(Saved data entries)
----
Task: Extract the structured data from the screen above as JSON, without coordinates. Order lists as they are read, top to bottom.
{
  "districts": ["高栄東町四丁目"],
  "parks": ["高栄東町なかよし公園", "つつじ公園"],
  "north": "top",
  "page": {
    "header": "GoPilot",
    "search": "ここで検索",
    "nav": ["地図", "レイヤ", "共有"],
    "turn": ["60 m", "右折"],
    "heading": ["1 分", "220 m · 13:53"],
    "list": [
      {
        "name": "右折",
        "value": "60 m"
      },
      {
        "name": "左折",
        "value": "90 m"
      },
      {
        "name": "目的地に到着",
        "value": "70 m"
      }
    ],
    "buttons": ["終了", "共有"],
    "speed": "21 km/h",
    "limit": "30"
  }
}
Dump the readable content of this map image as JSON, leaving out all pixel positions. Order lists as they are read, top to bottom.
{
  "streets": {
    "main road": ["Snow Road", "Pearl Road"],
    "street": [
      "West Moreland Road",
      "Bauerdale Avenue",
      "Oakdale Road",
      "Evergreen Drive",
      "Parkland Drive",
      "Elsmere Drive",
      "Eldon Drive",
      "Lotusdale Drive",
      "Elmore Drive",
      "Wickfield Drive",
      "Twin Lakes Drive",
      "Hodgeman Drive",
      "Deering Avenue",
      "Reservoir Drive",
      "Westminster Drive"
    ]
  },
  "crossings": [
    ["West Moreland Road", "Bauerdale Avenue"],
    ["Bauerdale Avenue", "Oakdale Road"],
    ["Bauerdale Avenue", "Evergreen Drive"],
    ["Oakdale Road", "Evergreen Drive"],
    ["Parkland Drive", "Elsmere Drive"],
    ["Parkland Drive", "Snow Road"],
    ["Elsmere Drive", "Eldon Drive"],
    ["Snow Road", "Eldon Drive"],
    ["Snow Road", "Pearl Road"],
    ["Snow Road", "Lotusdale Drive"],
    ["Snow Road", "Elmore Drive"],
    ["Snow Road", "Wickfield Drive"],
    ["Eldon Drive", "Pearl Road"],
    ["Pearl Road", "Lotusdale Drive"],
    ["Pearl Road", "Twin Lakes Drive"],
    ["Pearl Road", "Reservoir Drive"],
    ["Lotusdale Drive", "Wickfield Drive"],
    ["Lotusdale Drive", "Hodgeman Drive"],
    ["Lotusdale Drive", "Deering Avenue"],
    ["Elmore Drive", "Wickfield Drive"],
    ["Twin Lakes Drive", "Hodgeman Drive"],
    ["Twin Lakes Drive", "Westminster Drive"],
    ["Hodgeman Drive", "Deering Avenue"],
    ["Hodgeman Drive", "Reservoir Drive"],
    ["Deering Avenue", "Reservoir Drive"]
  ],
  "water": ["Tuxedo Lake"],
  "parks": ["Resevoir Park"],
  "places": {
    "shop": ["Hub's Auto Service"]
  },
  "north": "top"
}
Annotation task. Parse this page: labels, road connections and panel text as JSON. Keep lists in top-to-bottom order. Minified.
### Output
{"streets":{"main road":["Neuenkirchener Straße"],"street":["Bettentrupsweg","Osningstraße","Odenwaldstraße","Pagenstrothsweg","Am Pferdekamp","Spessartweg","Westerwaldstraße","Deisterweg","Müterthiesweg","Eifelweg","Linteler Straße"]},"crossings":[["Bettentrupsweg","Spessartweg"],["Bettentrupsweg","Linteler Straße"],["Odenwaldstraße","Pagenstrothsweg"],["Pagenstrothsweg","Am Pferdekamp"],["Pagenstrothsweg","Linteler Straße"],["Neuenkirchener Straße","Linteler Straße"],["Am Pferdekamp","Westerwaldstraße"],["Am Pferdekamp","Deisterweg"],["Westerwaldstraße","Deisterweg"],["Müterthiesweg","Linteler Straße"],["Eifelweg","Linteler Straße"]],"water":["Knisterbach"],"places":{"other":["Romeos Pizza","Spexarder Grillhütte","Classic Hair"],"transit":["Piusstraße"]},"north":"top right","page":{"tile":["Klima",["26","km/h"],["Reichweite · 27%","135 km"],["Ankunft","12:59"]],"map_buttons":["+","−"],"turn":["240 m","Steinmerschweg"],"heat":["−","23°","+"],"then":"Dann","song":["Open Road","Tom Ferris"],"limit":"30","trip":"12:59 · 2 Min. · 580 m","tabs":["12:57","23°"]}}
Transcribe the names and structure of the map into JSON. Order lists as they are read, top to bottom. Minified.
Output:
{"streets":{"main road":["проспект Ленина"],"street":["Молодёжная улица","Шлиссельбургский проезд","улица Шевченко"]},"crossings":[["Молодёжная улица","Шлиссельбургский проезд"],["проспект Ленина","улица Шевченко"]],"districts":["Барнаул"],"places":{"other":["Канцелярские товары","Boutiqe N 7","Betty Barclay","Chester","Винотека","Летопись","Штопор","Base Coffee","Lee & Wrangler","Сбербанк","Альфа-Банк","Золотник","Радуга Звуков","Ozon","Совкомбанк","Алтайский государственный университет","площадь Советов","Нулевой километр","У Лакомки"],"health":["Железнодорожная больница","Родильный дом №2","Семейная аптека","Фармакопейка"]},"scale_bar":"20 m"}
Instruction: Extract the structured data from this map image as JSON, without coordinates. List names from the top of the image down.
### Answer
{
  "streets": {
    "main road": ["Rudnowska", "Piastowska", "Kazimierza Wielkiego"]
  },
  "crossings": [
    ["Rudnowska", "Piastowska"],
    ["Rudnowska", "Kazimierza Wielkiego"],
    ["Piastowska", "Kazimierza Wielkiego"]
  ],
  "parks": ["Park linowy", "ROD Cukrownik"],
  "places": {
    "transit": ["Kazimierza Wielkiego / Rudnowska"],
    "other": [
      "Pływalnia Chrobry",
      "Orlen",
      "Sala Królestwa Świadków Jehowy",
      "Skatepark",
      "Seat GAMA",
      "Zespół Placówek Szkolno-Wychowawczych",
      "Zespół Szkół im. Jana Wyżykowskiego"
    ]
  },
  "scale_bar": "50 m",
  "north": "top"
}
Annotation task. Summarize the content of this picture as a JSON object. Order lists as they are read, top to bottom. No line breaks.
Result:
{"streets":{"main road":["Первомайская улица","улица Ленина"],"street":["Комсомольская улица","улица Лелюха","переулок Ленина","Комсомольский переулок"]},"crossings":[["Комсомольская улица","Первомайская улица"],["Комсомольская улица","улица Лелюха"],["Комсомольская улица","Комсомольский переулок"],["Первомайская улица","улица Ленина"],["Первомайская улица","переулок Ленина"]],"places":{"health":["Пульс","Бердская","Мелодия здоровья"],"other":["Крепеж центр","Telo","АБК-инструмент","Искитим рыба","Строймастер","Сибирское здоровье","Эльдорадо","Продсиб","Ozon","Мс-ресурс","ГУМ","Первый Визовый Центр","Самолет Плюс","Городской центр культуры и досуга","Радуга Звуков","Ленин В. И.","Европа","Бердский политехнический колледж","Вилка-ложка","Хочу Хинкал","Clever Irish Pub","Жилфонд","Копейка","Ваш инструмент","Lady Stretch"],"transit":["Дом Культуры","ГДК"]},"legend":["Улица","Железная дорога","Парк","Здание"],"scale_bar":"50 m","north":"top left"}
----
AIM OF THE TASK: Taking the entries above, please repeat each one exactly.

RESULT:
Task: Extract the structured data from the screen above as JSON, without coordinates. Order lists as they are read, top to bottom.
{
  "districts": ["高栄東町四丁目"],
  "parks": ["高栄東町なかよし公園", "つつじ公園"],
  "north": "top",
  "page": {
    "header": "GoPilot",
    "search": "ここで検索",
    "nav": ["地図", "レイヤ", "共有"],
    "turn": ["60 m", "右折"],
    "heading": ["1 分", "220 m · 13:53"],
    "list": [
      {
        "name": "右折",
        "value": "60 m"
      },
      {
        "name": "左折",
        "value": "90 m"
      },
      {
        "name": "目的地に到着",
        "value": "70 m"
      }
    ],
    "buttons": ["終了", "共有"],
    "speed": "21 km/h",
    "limit": "30"
  }
}
Dump the readable content of this map image as JSON, leaving out all pixel positions. Order lists as they are read, top to bottom.
{
  "streets": {
    "main road": ["Snow Road", "Pearl Road"],
    "street": [
      "West Moreland Road",
      "Bauerdale Avenue",
      "Oakdale Road",
      "Evergreen Drive",
      "Parkland Drive",
      "Elsmere Drive",
      "Eldon Drive",
      "Lotusdale Drive",
      "Elmore Drive",
      "Wickfield Drive",
      "Twin Lakes Drive",
      "Hodgeman Drive",
      "Deering Avenue",
      "Reservoir Drive",
      "Westminster Drive"
    ]
  },
  "crossings": [
    ["West Moreland Road", "Bauerdale Avenue"],
    ["Bauerdale Avenue", "Oakdale Road"],
    ["Bauerdale Avenue", "Evergreen Drive"],
    ["Oakdale Road", "Evergreen Drive"],
    ["Parkland Drive", "Elsmere Drive"],
    ["Parkland Drive", "Snow Road"],
    ["Elsmere Drive", "Eldon Drive"],
    ["Snow Road", "Eldon Drive"],
    ["Snow Road", "Pearl Road"],
    ["Snow Road", "Lotusdale Drive"],
    ["Snow Road", "Elmore Drive"],
    ["Snow Road", "Wickfield Drive"],
    ["Eldon Drive", "Pearl Road"],
    ["Pearl Road", "Lotusdale Drive"],
    ["Pearl Road", "Twin Lakes Drive"],
    ["Pearl Road", "Reservoir Drive"],
    ["Lotusdale Drive", "Wickfield Drive"],
    ["Lotusdale Drive", "Hodgeman Drive"],
    ["Lotusdale Drive", "Deering Avenue"],
    ["Elmore Drive", "Wickfield Drive"],
    ["Twin Lakes Drive", "Hodgeman Drive"],
    ["Twin Lakes Drive", "Westminster Drive"],
    ["Hodgeman Drive", "Deering Avenue"],
    ["Hodgeman Drive", "Reservoir Drive"],
    ["Deering Avenue", "Reservoir Drive"]
  ],
  "water": ["Tuxedo Lake"],
  "parks": ["Resevoir Park"],
  "places": {
    "shop": ["Hub's Auto Service"]
  },
  "north": "top"
}
Annotation task. Parse this page: labels, road connections and panel text as JSON. Keep lists in top-to-bottom order. Minified.
### Output
{"streets":{"main road":["Neuenkirchener Straße"],"street":["Bettentrupsweg","Osningstraße","Odenwaldstraße","Pagenstrothsweg","Am Pferdekamp","Spessartweg","Westerwaldstraße","Deisterweg","Müterthiesweg","Eifelweg","Linteler Straße"]},"crossings":[["Bettentrupsweg","Spessartweg"],["Bettentrupsweg","Linteler Straße"],["Odenwaldstraße","Pagenstrothsweg"],["Pagenstrothsweg","Am Pferdekamp"],["Pagenstrothsweg","Linteler Straße"],["Neuenkirchener Straße","Linteler Straße"],["Am Pferdekamp","Westerwaldstraße"],["Am Pferdekamp","Deisterweg"],["Westerwaldstraße","Deisterweg"],["Müterthiesweg","Linteler Straße"],["Eifelweg","Linteler Straße"]],"water":["Knisterbach"],"places":{"other":["Romeos Pizza","Spexarder Grillhütte","Classic Hair"],"transit":["Piusstraße"]},"north":"top right","page":{"tile":["Klima",["26","km/h"],["Reichweite · 27%","135 km"],["Ankunft","12:59"]],"map_buttons":["+","−"],"turn":["240 m","Steinmerschweg"],"heat":["−","23°","+"],"then":"Dann","song":["Open Road","Tom Ferris"],"limit":"30","trip":"12:59 · 2 Min. · 580 m","tabs":["12:57","23°"]}}
Transcribe the names and structure of the map into JSON. Order lists as they are read, top to bottom. Minified.
Output:
{"streets":{"main road":["проспект Ленина"],"street":["Молодёжная улица","Шлиссельбургский проезд","улица Шевченко"]},"crossings":[["Молодёжная улица","Шлиссельбургский проезд"],["проспект Ленина","улица Шевченко"]],"districts":["Барнаул"],"places":{"other":["Канцелярские товары","Boutiqe N 7","Betty Barclay","Chester","Винотека","Летопись","Штопор","Base Coffee","Lee & Wrangler","Сбербанк","Альфа-Банк","Золотник","Радуга Звуков","Ozon","Совкомбанк","Алтайский государственный университет","площадь Советов","Нулевой километр","У Лакомки"],"health":["Железнодорожная больница","Родильный дом №2","Семейная аптека","Фармакопейка"]},"scale_bar":"20 m"}
Instruction: Extract the structured data from this map image as JSON, without coordinates. List names from the top of the image down.
### Answer
{
  "streets": {
    "main road": ["Rudnowska", "Piastowska", "Kazimierza Wielkiego"]
  },
  "crossings": [
    ["Rudnowska", "Piastowska"],
    ["Rudnowska", "Kazimierza Wielkiego"],
    ["Piastowska", "Kazimierza Wielkiego"]
  ],
  "parks": ["Park linowy", "ROD Cukrownik"],
  "places": {
    "transit": ["Kazimierza Wielkiego / Rudnowska"],
    "other": [
      "Pływalnia Chrobry",
      "Orlen",
      "Sala Królestwa Świadków Jehowy",
      "Skatepark",
      "Seat GAMA",
      "Zespół Placówek Szkolno-Wychowawczych",
      "Zespół Szkół im. Jana Wyżykowskiego"
    ]
  },
  "scale_bar": "50 m",
  "north": "top"
}
Annotation task. Summarize the content of this picture as a JSON object. Order lists as they are read, top to bottom. No line breaks.
Result:
{"streets":{"main road":["Первомайская улица","улица Ленина"],"street":["Комсомольская улица","улица Лелюха","переулок Ленина","Комсомольский переулок"]},"crossings":[["Комсомольская улица","Первомайская улица"],["Комсомольская улица","улица Лелюха"],["Комсомольская улица","Комсомольский переулок"],["Первомайская улица","улица Ленина"],["Первомайская улица","переулок Ленина"]],"places":{"health":["Пульс","Бердская","Мелодия здоровья"],"other":["Крепеж центр","Telo","АБК-инструмент","Искитим рыба","Строймастер","Сибирское здоровье","Эльдорадо","Продсиб","Ozon","Мс-ресурс","ГУМ","Первый Визовый Центр","Самолет Плюс","Городской центр культуры и досуга","Радуга Звуков","Ленин В. И.","Европа","Бердский политехнический колледж","Вилка-ложка","Хочу Хинкал","Clever Irish Pub","Жилфонд","Копейка","Ваш инструмент","Lady Stretch"],"transit":["Дом Культуры","ГДК"]},"legend":["Улица","Железная дорога","Парк","Здание"],"scale_bar":"50 m","north":"top left"}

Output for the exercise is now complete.